Setting: The Chest Clinic and the JICA (Japan International Cooperation Agency) Molecular Laboratories, University Teaching Hospital, Lusaka, Zambia, and the Department of Internal Medicine, Institute of Tropical Medicine, Nagasaki University, Nagasaki, Japan.
Objective: To evaluate the polymerase chain reaction (PCR) as a laboratory test for the rapid diagnosis of pulmonary tuberculosis in the African situation by identifying mycobacterial DNA in urine samples using two commonly described molecular methods.
Design: Prospective collection and laboratory analysis of urine samples from adult Zambian patients with culture-confirmed pulmonary tuberculosis and healthy controls.
Methods: Urine was obtained from 63 patients with culture-confirmed active pulmonary tuberculosis and 63 'healthy' control patients with no active tuberculosis. DNA was isolated from urine sediment and subjected to analyses by two well-described PCR-based methods, 'the Sechi method' and 'the Githui method', for the identification of Mycobacterium tuberculosis DNA. The sensitivity and specificity of the two tests were determined.

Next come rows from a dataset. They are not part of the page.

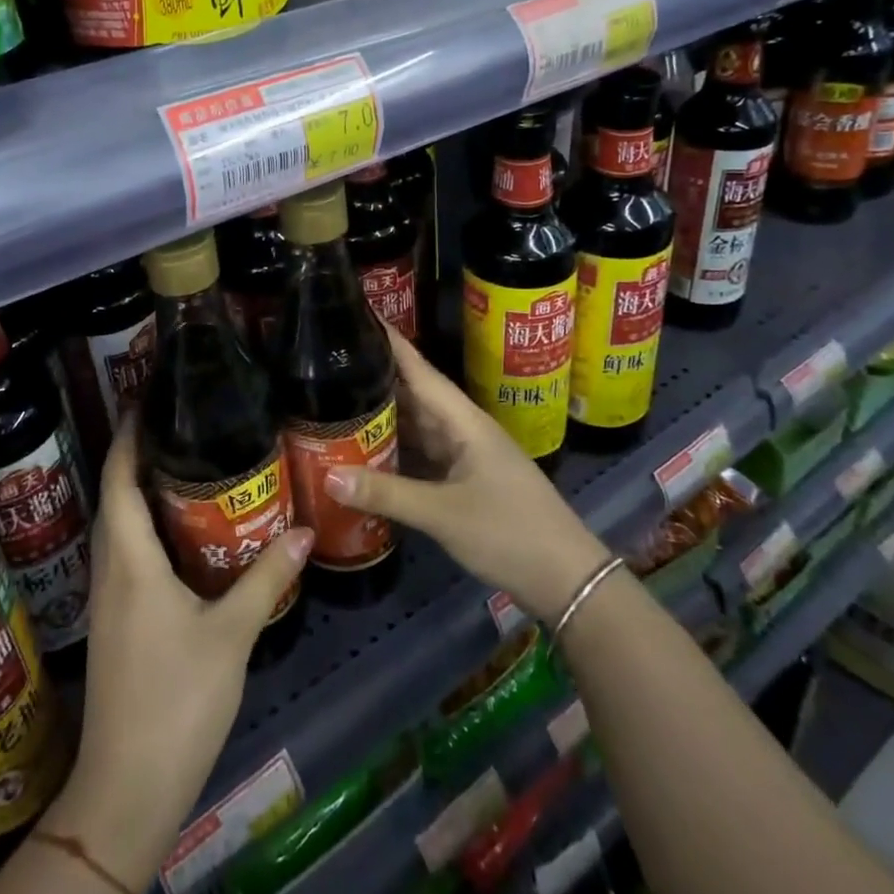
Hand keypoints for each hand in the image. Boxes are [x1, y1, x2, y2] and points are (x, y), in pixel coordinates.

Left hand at [45, 414, 312, 892]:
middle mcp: (110, 570)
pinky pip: (126, 554)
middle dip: (137, 455)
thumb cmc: (177, 700)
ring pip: (119, 526)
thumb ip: (265, 577)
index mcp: (130, 560)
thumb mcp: (231, 634)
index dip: (128, 436)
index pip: (119, 480)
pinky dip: (145, 527)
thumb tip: (304, 529)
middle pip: (115, 496)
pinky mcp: (116, 622)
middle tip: (179, 423)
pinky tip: (181, 532)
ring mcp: (108, 599)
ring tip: (184, 464)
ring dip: (140, 491)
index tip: (146, 399)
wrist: (128, 787)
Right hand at [324, 327, 607, 625]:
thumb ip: (387, 494)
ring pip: (416, 425)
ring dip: (382, 414)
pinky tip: (365, 449)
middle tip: (328, 362)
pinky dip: (394, 449)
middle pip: (413, 395)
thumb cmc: (509, 533)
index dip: (390, 342)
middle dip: (375, 376)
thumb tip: (327, 476)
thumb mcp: (443, 514)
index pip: (419, 370)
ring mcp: (464, 455)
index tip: (358, 314)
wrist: (566, 579)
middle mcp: (462, 429)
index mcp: (463, 421)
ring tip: (335, 398)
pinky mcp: (462, 481)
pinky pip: (421, 454)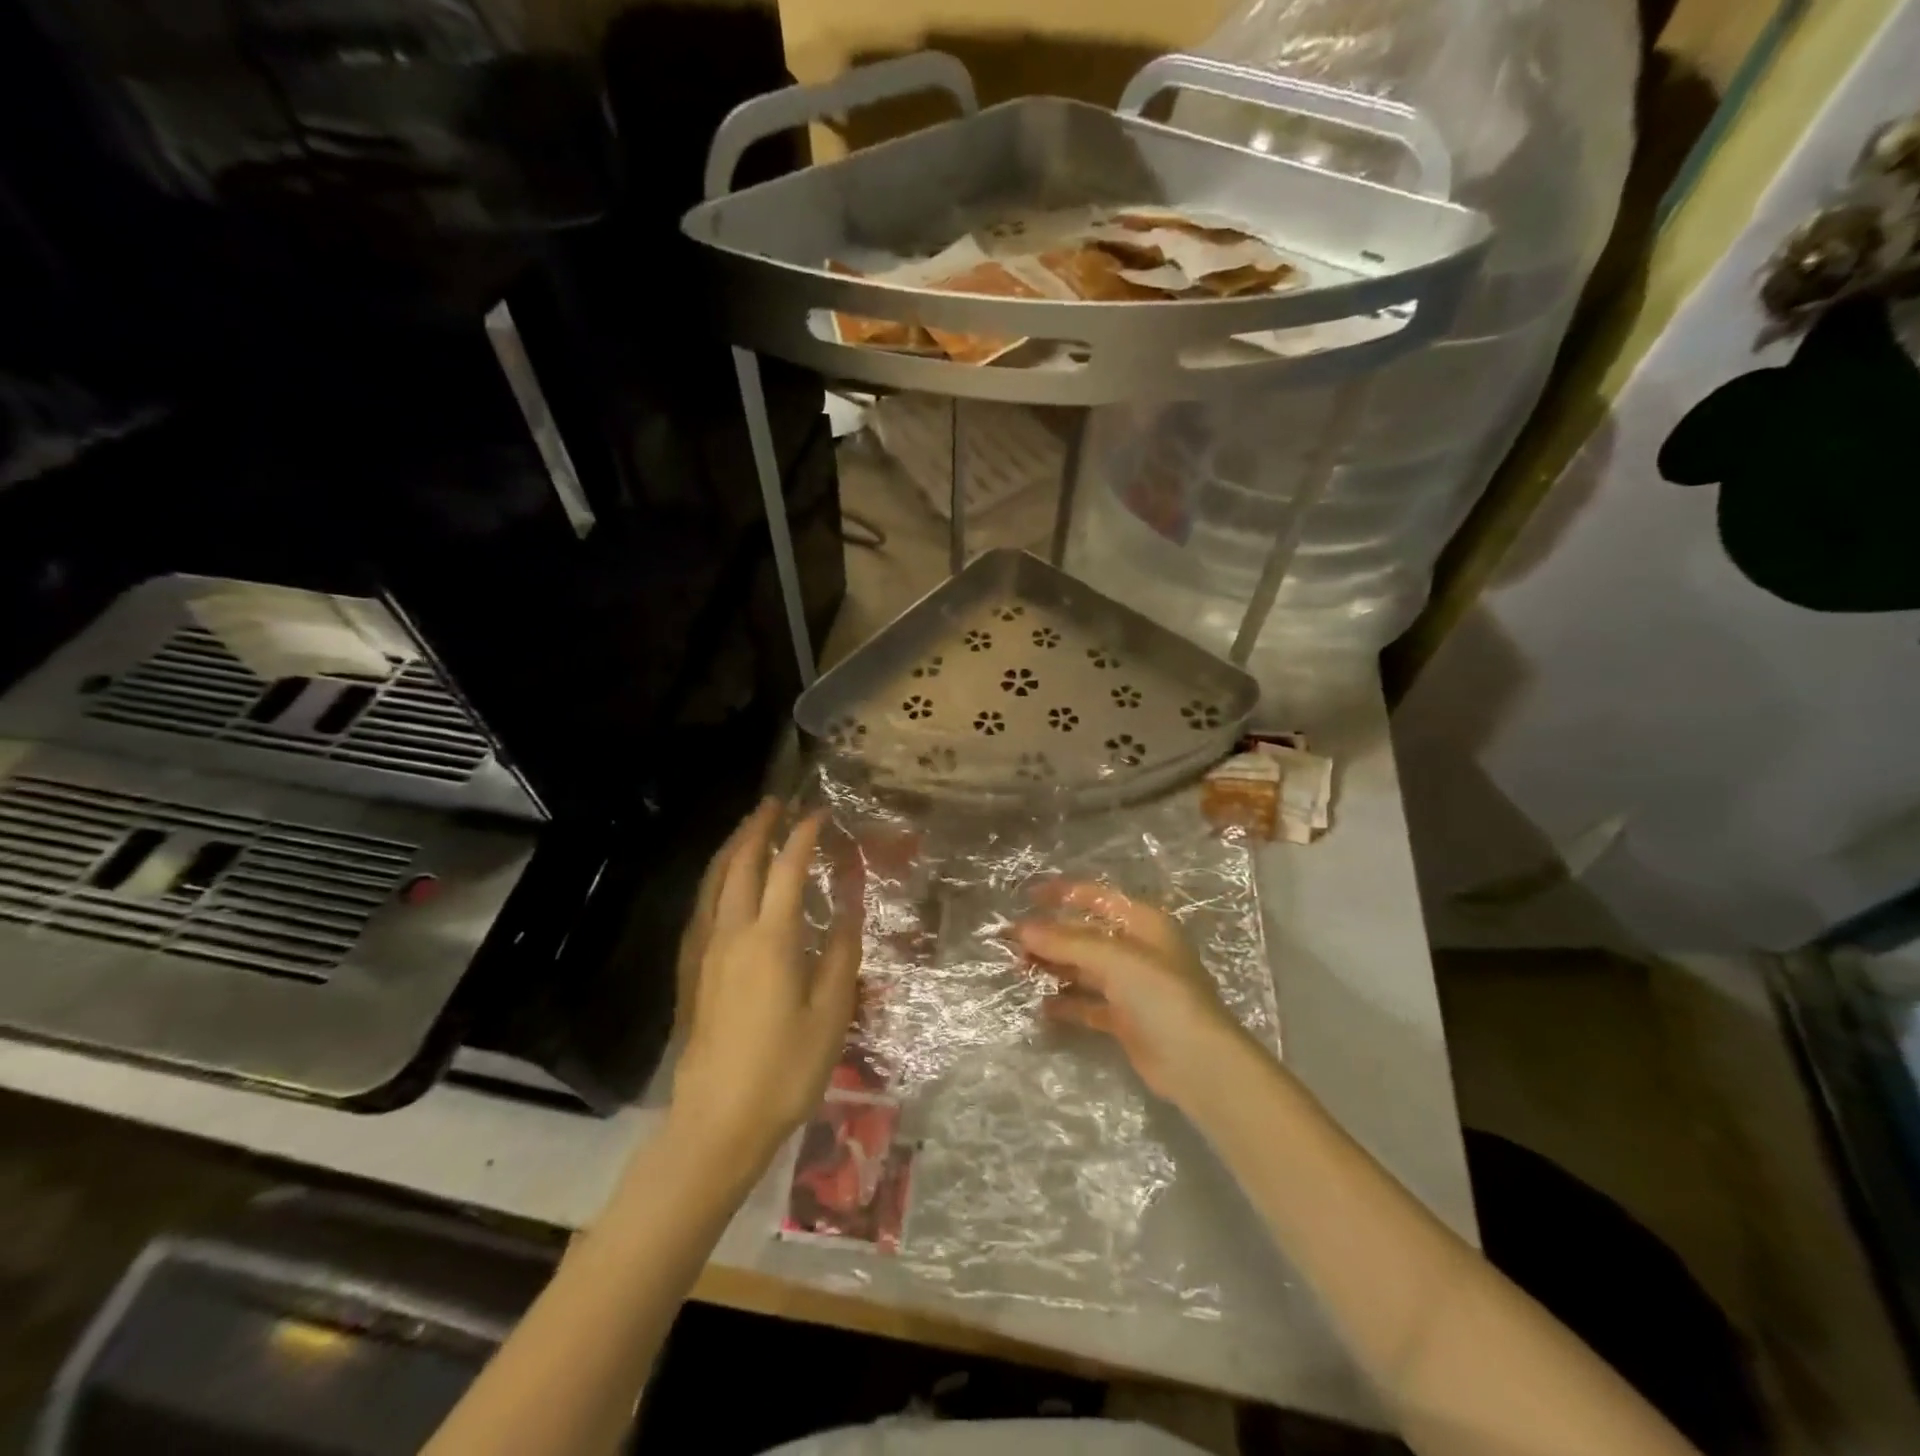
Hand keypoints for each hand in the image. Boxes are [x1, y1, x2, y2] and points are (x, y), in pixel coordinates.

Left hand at [671, 800, 862, 1168]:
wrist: (717, 1121)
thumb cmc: (785, 1069)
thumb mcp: (831, 1012)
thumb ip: (842, 952)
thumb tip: (851, 904)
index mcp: (771, 938)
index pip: (787, 869)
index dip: (803, 836)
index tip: (818, 813)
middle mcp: (732, 932)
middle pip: (741, 863)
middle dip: (759, 828)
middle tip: (777, 803)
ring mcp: (705, 950)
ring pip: (714, 881)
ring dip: (732, 847)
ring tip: (750, 828)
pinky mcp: (691, 971)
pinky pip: (701, 906)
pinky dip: (715, 878)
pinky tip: (722, 883)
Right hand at [1018, 883, 1247, 1106]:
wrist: (1199, 1063)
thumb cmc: (1161, 995)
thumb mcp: (1114, 959)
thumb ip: (1066, 942)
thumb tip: (1020, 928)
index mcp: (1143, 922)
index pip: (1097, 897)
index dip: (1062, 894)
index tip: (1025, 896)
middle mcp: (1137, 949)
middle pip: (1085, 934)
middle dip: (1050, 935)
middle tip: (1012, 942)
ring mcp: (1132, 986)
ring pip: (1084, 967)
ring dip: (1054, 966)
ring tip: (1020, 969)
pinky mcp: (1125, 1019)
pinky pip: (1088, 1003)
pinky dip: (1066, 1002)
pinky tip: (1042, 1005)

Results: The sensitivity and specificity of the Githui method were 55.6% (35/63) and 98.4% (62/63), respectively. The sensitivity and specificity of the Sechi method were 28.6% (18/63) and 98.4% (62/63), respectively. Of the 63 patients, 50 (79%) were HIV sero-positive and the frequency of positive PCR urines using the Githui method was greater in HIV-positive patients than in HIV-negative patients (32/50 = 64% vs. 3/13 = 23%; P = 0.05).
Conclusions: Neither the Githui method nor the Sechi method was sensitive enough to be recommended for routine use in clinical practice. PCR-based assays for the detection of M. tuberculosis DNA in urine will require further refinement before they can be recommended for use in clinical practice in Africa. The presence of mycobacterial DNA in urine samples of patients with pulmonary tuberculosis also requires further study.